Individual Psychotherapy

Do you find yourself asking…Am I really satisfied with my life? Why do my feelings have such control over me? Is my diagnosis my destiny? Are my beliefs and values holding me back? Why do the normal problems of life become so overwhelming to me? Why do the same problems keep coming up over and over again? Do the meanings that I have given life support and encourage me or discourage me? How can I let the past go so I can live in my present and create a meaningful future?

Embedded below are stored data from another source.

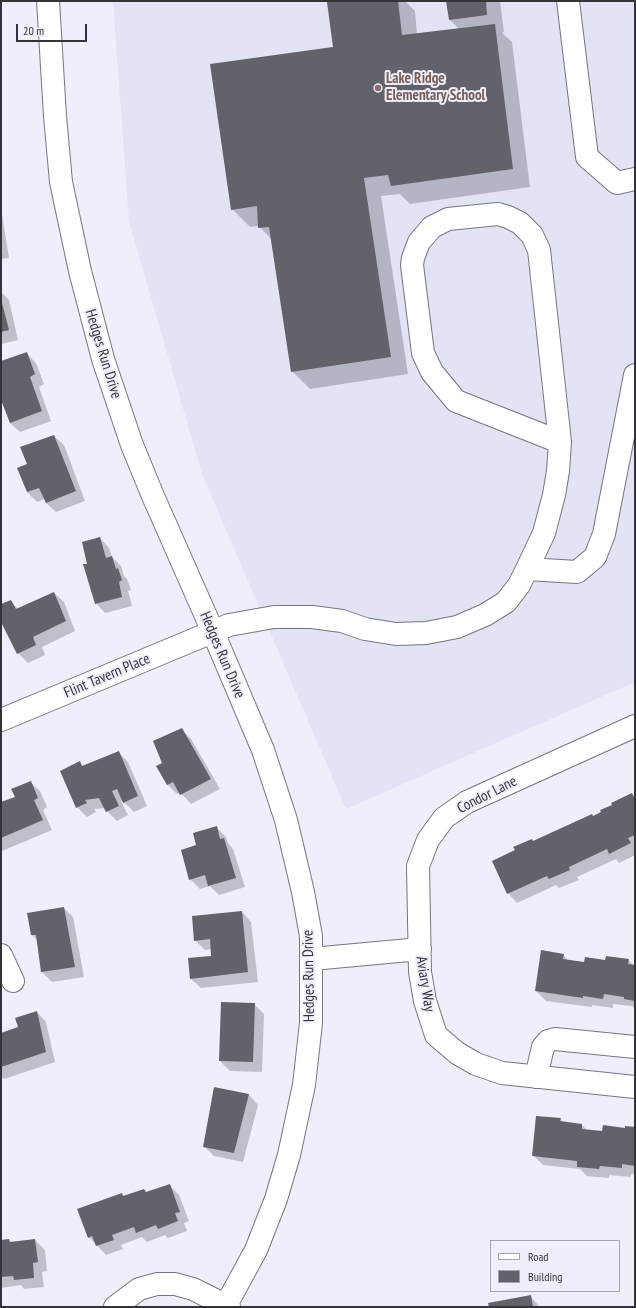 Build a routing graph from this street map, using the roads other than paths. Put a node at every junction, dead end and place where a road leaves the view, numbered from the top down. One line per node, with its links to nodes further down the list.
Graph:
1 (48, 1): 7 (street, Hedges Run Drive)
2 (568, 1): 3 (street)
3 (635, 179)
4 (635, 375): 6 (street)
5 (560, 442): 5 (street, Flint Tavern Place); 6 (street, Flint Tavern Place)
6 (528, 569): 7 (street, Flint Tavern Place)
7 (213, 632): 8 (street, Flint Tavern Place); 12 (street, Hedges Run Drive)
8 (1, 720)
9 (635, 726): 10 (street, Condor Lane)
10 (420, 949): 12 (street, Aviary Way); 15 (street, Aviary Way)
11 (1, 955): 13 (street)
12 (312, 959): 18 (street, Hedges Run Drive)
13 (13, 980)
14 (635, 1047): 15 (street)
15 (536, 1077): 16 (street, Aviary Way)
16 (635, 1087)
17 (115, 1307): 18 (street)
18 (227, 1307) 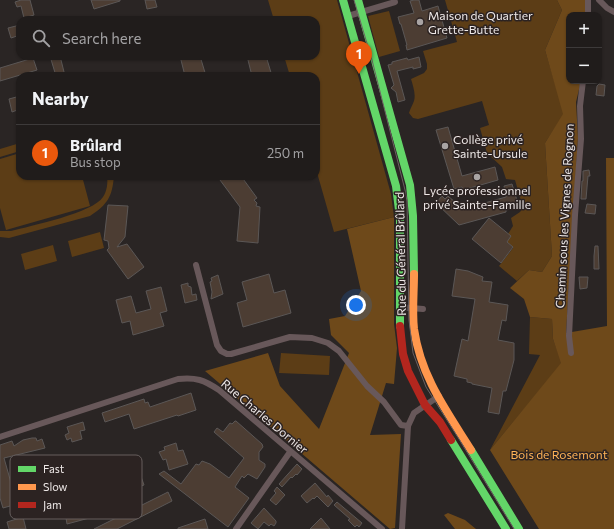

What could life mean to me?

People who struggle with these questions can be helped with a personalized psychotherapy.

Personalized psychotherapy includes the following elements:

  • Focuses on the client’s circumstances, goals, and values.
  • Takes a biopsychcosocial view of the problems of living.
  • Cultivates a cooperative partnership between the client and therapist.
  • Stays attuned to the current developments in psychological science and is response to more classical approaches to psychotherapy.
  • Is sensitive to the client’s time commitments rendering the duration of therapy to a few or many sessions depending on the client’s interest, motivation, needs, and circumstances.
  • Emphasizes the person’s unique strengths that may be undiscovered or undeveloped.
  • Conducive to personal growth and development.
  • Reduces emotional and behavioral symptoms that interfere with personal progress and social living.
  • Appreciates the relationship between the client and the therapist to be a vital ingredient to therapeutic change.
  • Explores the possible developmental roots of a client’s current difficulties.
  • Promotes personal responsibility to accept circumstances as they are, to choose purposeful choices and goals, and to develop realistic plans that move the person closer to feeling significant.
  • Uses psychoeducational exercise between sessions that assist the client in reaching their goals.

In sum, psychological problems can be overcome by creating alternative choices and plans of action that affirm a person’s reasons for living. My role is that of a developmental coach who encourages a client to sustain their efforts toward the goals that make life worth living. As the client learns to solve problems that previously seemed impossible they experience positive feelings that encourage the adoption of a purposeful style of living.